_EXERCISE DIRECTIONS:_ From the records below, set down exactly the lines starting with the line that contains "position:absolute; inset:0; border:6px" and going on through the line that contains "display:flex; align-items:center; gap:12px;". Nothing else is wanted.

•••••

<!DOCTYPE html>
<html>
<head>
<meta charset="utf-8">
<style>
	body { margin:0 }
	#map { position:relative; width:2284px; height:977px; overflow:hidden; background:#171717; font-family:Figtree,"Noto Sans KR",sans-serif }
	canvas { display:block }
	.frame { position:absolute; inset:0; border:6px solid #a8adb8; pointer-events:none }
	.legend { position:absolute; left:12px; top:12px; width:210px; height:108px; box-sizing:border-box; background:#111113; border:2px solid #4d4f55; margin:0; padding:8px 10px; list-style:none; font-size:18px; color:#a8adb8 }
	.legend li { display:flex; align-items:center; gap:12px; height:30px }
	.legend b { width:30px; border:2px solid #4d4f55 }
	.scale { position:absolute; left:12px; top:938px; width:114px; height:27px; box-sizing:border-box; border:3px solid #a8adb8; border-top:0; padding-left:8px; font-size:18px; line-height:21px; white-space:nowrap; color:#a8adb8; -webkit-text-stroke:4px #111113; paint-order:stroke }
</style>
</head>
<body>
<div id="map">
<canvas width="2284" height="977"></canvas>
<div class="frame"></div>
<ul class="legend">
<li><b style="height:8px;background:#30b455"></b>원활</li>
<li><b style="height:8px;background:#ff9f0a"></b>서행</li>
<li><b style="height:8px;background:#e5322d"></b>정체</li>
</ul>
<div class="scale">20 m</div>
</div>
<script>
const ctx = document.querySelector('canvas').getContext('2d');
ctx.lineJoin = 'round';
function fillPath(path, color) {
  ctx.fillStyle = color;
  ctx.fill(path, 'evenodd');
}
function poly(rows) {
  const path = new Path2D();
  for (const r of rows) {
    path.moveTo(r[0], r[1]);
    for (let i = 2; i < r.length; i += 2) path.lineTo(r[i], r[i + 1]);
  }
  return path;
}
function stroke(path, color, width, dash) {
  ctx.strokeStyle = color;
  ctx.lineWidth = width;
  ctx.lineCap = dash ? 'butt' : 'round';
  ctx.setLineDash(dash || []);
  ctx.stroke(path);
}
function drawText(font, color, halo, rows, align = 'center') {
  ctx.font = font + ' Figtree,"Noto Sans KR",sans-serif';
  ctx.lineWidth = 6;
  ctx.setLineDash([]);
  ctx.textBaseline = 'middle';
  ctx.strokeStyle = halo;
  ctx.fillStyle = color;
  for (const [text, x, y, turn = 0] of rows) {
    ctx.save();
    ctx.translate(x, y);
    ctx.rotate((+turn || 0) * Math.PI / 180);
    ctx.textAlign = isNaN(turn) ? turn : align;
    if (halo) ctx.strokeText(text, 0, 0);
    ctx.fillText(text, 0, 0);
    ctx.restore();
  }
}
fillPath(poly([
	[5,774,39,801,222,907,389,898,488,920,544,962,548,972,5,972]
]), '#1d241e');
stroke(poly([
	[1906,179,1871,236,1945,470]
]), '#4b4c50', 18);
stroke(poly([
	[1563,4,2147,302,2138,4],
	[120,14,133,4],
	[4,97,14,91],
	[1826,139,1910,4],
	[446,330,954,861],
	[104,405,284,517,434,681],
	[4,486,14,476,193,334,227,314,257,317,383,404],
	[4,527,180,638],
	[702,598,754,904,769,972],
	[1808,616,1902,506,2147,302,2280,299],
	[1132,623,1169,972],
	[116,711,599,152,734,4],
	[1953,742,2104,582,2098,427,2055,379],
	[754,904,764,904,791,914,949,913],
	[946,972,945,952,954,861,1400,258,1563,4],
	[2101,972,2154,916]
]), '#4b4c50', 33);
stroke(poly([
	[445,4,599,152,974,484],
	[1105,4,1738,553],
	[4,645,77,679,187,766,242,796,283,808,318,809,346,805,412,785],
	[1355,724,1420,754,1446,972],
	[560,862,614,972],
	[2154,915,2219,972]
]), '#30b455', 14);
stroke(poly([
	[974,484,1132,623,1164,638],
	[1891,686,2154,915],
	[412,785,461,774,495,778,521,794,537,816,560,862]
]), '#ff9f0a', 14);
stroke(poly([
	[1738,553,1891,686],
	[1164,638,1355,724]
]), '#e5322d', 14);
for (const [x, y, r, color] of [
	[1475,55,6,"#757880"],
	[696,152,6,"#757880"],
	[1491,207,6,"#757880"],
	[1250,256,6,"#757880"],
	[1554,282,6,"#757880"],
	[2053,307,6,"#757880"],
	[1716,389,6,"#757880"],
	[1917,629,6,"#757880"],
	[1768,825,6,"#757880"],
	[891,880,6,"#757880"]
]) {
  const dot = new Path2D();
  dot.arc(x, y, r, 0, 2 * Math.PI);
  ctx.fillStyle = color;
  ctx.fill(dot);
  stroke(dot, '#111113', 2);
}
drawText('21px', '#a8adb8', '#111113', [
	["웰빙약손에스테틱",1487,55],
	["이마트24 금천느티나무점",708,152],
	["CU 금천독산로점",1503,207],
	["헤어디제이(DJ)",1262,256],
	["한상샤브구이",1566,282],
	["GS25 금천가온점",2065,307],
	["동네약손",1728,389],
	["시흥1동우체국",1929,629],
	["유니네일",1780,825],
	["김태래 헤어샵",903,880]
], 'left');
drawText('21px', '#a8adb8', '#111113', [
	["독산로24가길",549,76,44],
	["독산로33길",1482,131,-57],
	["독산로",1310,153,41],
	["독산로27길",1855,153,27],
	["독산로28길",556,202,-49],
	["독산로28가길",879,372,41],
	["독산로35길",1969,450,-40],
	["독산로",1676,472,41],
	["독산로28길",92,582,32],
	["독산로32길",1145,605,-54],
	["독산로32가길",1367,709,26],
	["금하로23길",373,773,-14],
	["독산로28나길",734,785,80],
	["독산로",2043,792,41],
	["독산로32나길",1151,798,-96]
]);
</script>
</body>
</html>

•••••

_OUTPUT:_
	.frame { position:absolute; inset:0; border:6px solid #a8adb8; pointer-events:none }
	.legend { position:absolute; left:12px; top:12px; width:210px; height:108px; box-sizing:border-box; background:#111113; border:2px solid #4d4f55; margin:0; padding:8px 10px; list-style:none; font-size:18px; color:#a8adb8 }
	.legend li { display:flex; align-items:center; gap:12px; height:30px }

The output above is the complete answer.